Fluorescence and solution NMR study of the active site of a 160-kDa group II intron ribozyme

Abstract

We have reconstructed the group II intron from Pylaiella littoralis (PL) into a hydrolytic ribozyme, comprising domains 1–3 (D123) connected in cis plus domain 5 (D5) supplied in trans that efficiently cleaves spliced exon substrates. Using a novel gel-based fluorescence assay and nuclear magnetic resonance (NMR) spectroscopy, we monitored the direct binding of D5 to D123, characterized the kinetics of the spliced exon hydrolysis reaction (which is mechanistically analogous to the reverse of the second catalytic step of splicing), and identified the binding surface of D123 on D5. This PL ribozyme acts as an RNA endonuclease even at low monovalent (100 mM KCl) and divalent ion concentrations (1–10 mM MgCl₂). This is in contrast to other group II intron ribozyme systems that require high levels of salt, making NMR analysis problematic. D5 binds tightly to D123 with a K _d of 650 ± 250 nM, a K _m of ∼300 nM, and a K _cat of 0.02 min⁻¹ under single turnover conditions. Within the ∼160-kDa D123–D5 binary complex, site-specific binding to D123 leads to dramatic chemical shift perturbation of residues localized to the tetraloop and internal bulge within D5, suggesting a structural switch model for D5-assisted splicing.

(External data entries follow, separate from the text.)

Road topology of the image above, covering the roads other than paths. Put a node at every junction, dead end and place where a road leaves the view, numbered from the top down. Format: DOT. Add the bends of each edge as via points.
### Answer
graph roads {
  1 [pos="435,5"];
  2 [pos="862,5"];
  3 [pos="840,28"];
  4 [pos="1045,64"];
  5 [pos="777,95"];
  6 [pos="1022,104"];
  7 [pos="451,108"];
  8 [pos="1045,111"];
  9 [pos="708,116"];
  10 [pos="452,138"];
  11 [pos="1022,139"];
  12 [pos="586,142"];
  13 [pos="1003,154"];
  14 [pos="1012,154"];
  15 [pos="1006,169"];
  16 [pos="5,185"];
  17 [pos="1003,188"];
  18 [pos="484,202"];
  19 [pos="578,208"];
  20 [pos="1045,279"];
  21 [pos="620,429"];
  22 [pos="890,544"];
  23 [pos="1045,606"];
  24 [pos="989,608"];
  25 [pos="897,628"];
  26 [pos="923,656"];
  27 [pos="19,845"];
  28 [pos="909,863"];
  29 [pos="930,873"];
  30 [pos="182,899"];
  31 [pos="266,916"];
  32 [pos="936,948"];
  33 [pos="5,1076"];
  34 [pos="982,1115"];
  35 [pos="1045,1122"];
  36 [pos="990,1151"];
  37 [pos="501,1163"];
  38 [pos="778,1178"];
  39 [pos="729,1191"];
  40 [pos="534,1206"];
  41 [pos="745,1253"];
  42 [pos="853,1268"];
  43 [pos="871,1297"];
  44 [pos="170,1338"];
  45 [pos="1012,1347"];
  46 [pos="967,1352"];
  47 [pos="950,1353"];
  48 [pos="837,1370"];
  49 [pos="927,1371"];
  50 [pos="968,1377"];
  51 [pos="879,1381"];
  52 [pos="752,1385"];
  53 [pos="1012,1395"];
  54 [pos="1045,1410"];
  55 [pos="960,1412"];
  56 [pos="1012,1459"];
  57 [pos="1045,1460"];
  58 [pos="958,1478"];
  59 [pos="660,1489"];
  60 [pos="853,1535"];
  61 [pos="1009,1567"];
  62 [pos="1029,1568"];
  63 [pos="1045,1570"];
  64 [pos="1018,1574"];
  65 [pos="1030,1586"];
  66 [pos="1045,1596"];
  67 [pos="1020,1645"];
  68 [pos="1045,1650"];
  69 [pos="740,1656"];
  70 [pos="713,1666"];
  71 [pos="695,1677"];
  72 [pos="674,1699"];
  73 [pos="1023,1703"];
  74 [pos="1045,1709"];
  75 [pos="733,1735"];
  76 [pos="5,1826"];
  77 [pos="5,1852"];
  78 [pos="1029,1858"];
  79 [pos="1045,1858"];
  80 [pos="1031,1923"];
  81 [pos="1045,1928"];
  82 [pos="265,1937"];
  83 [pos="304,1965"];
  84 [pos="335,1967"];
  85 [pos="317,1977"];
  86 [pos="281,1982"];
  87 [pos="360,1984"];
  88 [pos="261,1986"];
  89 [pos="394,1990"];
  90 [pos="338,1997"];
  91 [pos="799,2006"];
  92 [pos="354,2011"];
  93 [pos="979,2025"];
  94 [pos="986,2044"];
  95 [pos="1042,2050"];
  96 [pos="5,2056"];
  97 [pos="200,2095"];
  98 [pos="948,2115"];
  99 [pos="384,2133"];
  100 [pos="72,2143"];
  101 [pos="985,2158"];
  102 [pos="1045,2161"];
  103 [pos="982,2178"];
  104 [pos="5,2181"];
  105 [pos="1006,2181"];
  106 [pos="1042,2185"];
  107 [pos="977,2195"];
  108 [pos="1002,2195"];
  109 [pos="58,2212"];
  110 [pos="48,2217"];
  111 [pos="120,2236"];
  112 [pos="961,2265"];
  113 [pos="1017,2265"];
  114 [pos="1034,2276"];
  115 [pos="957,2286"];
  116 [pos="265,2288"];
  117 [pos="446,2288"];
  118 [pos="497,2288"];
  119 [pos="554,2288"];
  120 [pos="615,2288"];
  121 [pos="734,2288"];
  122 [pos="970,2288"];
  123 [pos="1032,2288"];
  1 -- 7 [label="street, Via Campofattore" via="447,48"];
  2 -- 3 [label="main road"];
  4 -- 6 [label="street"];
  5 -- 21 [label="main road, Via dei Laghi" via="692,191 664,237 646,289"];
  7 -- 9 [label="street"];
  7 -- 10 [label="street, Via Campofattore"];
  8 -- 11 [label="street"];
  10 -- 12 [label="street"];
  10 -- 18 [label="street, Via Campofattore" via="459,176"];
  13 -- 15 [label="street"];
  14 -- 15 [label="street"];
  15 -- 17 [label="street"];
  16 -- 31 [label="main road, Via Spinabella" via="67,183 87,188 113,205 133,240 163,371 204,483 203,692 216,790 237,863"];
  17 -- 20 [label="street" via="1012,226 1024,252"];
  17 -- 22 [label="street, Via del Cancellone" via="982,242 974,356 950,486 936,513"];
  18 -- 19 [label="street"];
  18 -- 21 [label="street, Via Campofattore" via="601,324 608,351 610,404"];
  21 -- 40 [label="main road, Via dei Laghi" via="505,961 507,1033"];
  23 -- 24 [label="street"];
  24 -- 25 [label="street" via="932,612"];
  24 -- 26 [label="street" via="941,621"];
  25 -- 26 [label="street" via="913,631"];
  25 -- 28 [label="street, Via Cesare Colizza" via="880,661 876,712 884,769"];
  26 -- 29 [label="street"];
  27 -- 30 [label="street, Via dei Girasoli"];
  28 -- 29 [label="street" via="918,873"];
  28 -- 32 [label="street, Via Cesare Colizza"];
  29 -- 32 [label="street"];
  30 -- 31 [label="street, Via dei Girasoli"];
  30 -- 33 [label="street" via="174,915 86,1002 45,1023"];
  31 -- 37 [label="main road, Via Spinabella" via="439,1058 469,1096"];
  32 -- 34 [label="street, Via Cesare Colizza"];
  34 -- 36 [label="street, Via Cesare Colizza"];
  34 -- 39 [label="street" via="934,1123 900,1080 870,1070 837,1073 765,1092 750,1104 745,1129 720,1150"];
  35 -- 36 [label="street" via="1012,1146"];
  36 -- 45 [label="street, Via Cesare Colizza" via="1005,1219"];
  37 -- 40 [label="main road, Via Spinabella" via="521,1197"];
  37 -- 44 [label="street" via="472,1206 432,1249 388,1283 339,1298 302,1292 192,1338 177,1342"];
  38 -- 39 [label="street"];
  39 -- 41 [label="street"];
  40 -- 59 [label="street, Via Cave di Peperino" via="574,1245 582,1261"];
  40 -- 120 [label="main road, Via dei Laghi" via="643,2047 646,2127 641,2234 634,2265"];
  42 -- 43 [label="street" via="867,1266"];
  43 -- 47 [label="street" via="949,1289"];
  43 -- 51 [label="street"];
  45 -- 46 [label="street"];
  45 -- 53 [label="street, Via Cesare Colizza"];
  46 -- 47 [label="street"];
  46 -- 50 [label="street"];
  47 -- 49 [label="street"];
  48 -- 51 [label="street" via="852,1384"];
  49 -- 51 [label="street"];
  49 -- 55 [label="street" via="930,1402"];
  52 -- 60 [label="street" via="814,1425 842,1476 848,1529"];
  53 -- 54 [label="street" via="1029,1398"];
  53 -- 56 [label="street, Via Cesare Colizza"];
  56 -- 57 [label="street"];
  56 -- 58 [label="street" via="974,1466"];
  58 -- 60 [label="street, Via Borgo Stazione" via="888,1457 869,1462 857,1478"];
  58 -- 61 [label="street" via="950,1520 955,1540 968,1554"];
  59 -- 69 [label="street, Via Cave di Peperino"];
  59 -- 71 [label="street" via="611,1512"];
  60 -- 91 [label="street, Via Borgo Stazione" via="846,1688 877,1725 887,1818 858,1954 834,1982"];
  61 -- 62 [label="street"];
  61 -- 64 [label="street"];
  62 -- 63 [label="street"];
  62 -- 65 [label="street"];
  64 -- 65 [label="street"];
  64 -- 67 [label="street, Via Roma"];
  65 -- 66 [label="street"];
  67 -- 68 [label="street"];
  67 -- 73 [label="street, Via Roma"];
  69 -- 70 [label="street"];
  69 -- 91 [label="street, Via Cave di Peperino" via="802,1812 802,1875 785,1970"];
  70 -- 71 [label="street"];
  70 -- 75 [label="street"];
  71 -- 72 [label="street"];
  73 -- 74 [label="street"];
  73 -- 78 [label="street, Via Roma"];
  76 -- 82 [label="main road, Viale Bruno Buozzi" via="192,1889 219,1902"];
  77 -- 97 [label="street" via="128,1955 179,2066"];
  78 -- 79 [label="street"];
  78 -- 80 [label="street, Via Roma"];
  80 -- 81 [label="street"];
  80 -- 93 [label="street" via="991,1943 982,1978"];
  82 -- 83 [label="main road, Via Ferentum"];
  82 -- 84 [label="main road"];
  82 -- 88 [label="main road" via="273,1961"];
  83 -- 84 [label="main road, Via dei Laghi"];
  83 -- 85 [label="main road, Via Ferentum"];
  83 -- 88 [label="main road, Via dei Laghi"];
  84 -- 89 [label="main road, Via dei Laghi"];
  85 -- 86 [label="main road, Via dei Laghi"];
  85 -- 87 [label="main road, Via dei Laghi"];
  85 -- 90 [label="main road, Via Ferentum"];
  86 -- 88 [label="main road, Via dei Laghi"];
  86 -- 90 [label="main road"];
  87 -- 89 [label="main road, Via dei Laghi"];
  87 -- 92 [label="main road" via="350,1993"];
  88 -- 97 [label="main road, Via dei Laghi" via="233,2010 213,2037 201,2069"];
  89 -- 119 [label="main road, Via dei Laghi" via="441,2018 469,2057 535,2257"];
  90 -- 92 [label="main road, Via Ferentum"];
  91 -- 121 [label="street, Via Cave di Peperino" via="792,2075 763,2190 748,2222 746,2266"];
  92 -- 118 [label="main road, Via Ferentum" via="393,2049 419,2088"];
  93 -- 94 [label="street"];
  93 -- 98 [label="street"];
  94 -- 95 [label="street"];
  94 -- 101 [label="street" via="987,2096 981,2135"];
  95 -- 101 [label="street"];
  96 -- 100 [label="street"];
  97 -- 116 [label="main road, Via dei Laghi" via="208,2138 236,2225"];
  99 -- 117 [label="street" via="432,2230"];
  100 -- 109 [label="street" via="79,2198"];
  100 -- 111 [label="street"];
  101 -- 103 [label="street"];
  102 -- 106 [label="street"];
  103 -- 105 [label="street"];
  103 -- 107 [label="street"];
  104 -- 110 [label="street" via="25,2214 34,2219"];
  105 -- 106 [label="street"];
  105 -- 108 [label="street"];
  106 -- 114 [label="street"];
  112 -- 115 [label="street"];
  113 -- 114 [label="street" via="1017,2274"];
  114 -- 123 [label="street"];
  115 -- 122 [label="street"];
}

This minimal ribozyme thus recapitulates the essential features of the reverse of the second catalytic step and represents a well-behaved system for ongoing high-resolution structural work to complement folding and catalytic functional studies.

Keywords

• fluorescence gel shift assay
• NMR chemical shift perturbation analysis
• P. littoralis ribosomal RNA intron
• RNA structure and catalysis